Title:  Crawler Test Site
h1:  Crawler Test Site
description:  Default description XIbwNE7SSUJciq0/Jyty
meta_robots:  
canonical:  

Extracting all the links on a page

from bs4 import BeautifulSoup
import requests
from urllib.parse import urljoin

url = 'https://crawler-test.com/'
r = requests.get(url)
soup = BeautifulSoup(r.text, 'html.parser')

links = []
for link in soup.find_all('a', href=True):
    full_url = urljoin(url, link['href']) # join domain to path
    links.append(full_url)

# Show 5 links
links[:5]

Output:

['https://crawler-test.com/',
 'https://crawler-test.com/mobile/separate_desktop',
 'https://crawler-test.com/mobile/desktop_with_AMP_as_mobile',
 'https://crawler-test.com/mobile/separate_desktop_with_different_h1',
 'https://crawler-test.com/mobile/separate_desktop_with_different_title']

Improve the Request

Handle Errors

import requests

url = 'bad url'

try:
    r = requests.get(url)
except Exception as e:
    print(f'There was an error: {e}')
There was an error: Invalid URL 'bad url': No schema supplied.
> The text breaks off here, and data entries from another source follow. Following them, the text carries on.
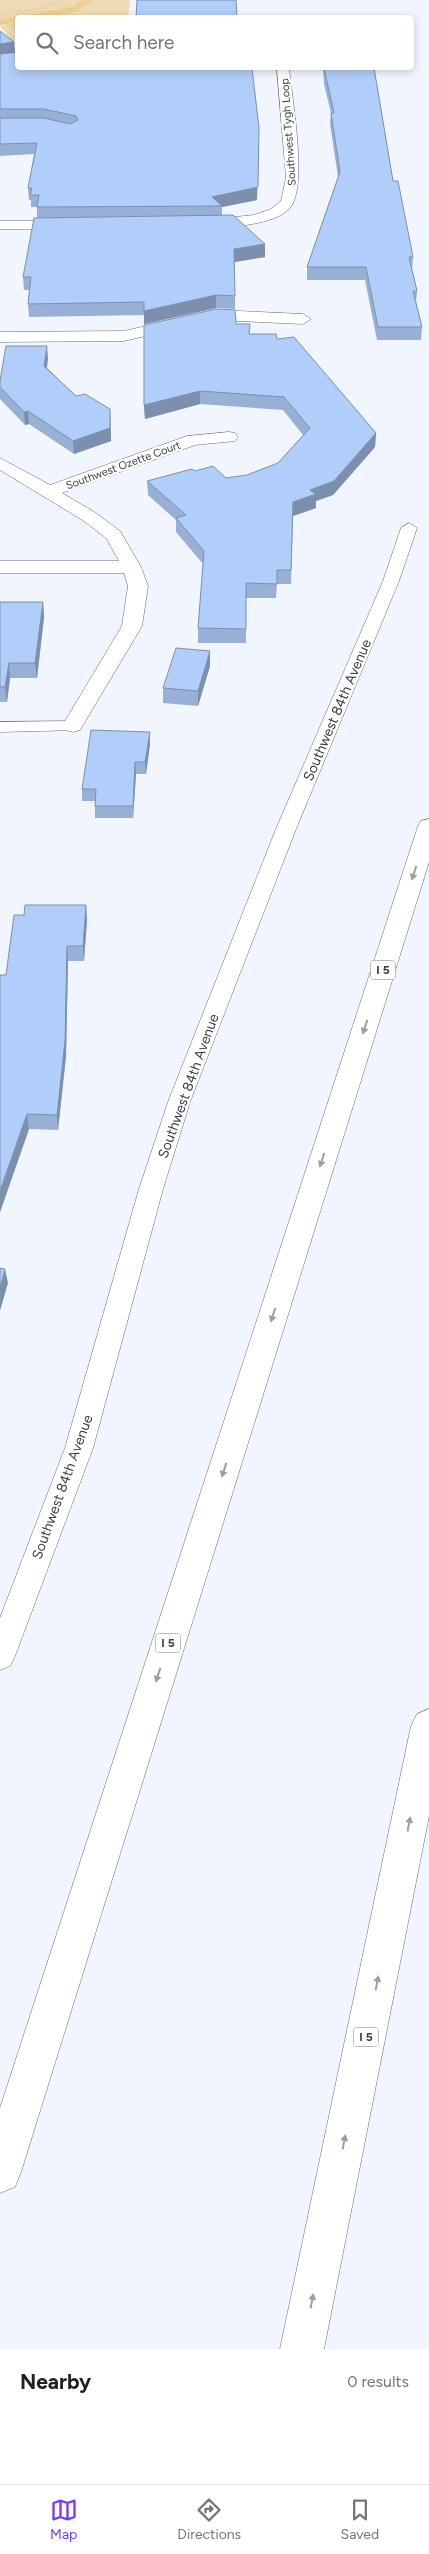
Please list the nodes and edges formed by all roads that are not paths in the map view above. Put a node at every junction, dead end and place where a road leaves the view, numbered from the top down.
1 (283, 70) edge
2 (185, 224) edge
3 (0, 225) edge
4 (88, 225) edge
5 (303, 319) dead end
6 (0, 337) edge
7 (229, 437) dead end
8 (0, 463) edge
9 (48, 492) junction
10 (409, 528) dead end
11 (0, 567) edge
12 (132, 567) junction
13 (73, 726) joint
14 (0, 727) edge
15 (429, 826) edge
16 (0, 1656) edge
17 (429, 1726) edge
18 (0, 2172) edge
19 (302, 2349) edge

1 - 2 main road, Southwest Tygh Loop
3 - 4 main road
5 - 6 main road
7 - 9 main road, Southwest Ozette Court
8 - 9 main road
9 - 12 main road
10 - 16 lane, Southwest 84th Avenue
11 - 12 main road
12 - 13 main road
13 - 14 lane
15 -> 18 main road, I 5
19 -> 17 main road, I 5

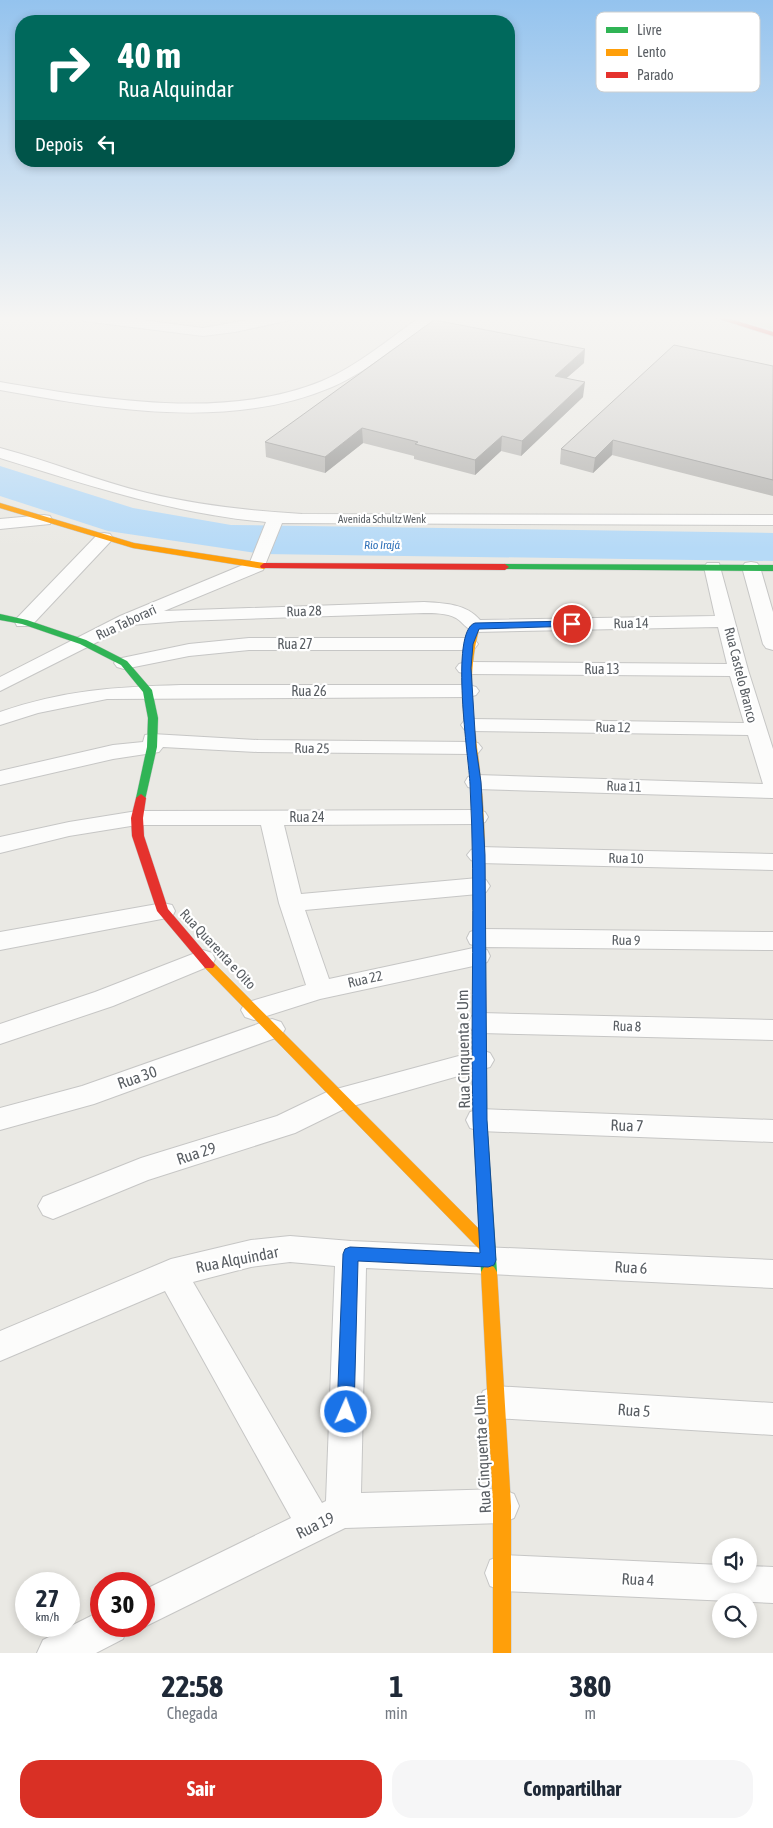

Perhaps you meant http://bad url?

Change User-Agent

import requests 

url = 'https://www.reddit.com/r/python/top.json?limit=1&t=day'

headers = {
    'User-Agent': 'Mozilla/5.0 (Macintosh; Intel Mac OS X 10_15_7) AppleWebKit/537.36 (KHTML, like Gecko) Chrome/86.0.4240.198 Safari/537.36'
}

r = requests.get(url, headers=headers)

Add Timeout to request

import requests

url = 'http://httpbin.org/basic-auth/user/pass'

try:
    r = requests.get(url, timeout=0.1)
except Exception as e:
    print(e)

r.status_code
HTTPConnectionPool(host='httpbin.org', port=80): Max retries exceeded with url: /basic-auth/user/pass (Caused by ConnectTimeoutError(<urllib3.connection.HTTPConnection object at 0x7fb03a7fa290>, 'Connection to httpbin.org timed out. (connect timeout=0.1)'))
401

Use Proxies

import requests 

url = 'https://crawler-test.com/'

proxies = {
    'http': '128.199.237.57:8080'
}

r = requests.get(url, proxies=proxies)

Add Headers to Requests

import requests 

url = 'http://httpbin.org/headers'

access_token = {
    'Authorization': 'Bearer {access_token}'
    }

r = requests.get(url, headers=access_token)
r.json()
{'headers': {'Accept': '*/*',
  'Accept-Encoding': 'gzip, deflate',
  'Authorization': 'Bearer {access_token}',
  'Host': 'httpbin.org',
  'User-Agent': 'python-requests/2.24.0',
  'X-Amzn-Trace-Id': 'Root=1-615aa0b3-5c680dcb575d50f22e9565eb'}}

Requests Session

The session object is useful when you need to make requests with parameters that persist through all the requests in a single session.

import requests

session = requests.Session()

url = 'https://httpbin.org/headers'

access_token = {
    'Authorization': 'Bearer {access_token}'
    }

session.headers.update(access_token)

r1 = session.get(url)
r2 = session.get(url)

print('r1: ', r1.json()['headers']['Authorization'])
print('r2: ', r2.json()['headers']['Authorization'])
r1:  Bearer {access_token}
r2:  Bearer {access_token}

Tutorials using Requests

You Might Also Like  Mirror a Webpage on NGrok with Python and Wget

Interesting work from the community

Conclusion

If you are looking for an alternative to the requests library, you may be interested in the requests-HTML library that provides some built-in HTML parsing options.

We now conclude the introduction on the Python Requests library.

This library is not only useful for web scraping, but also for web development and any other endeavour that uses APIs.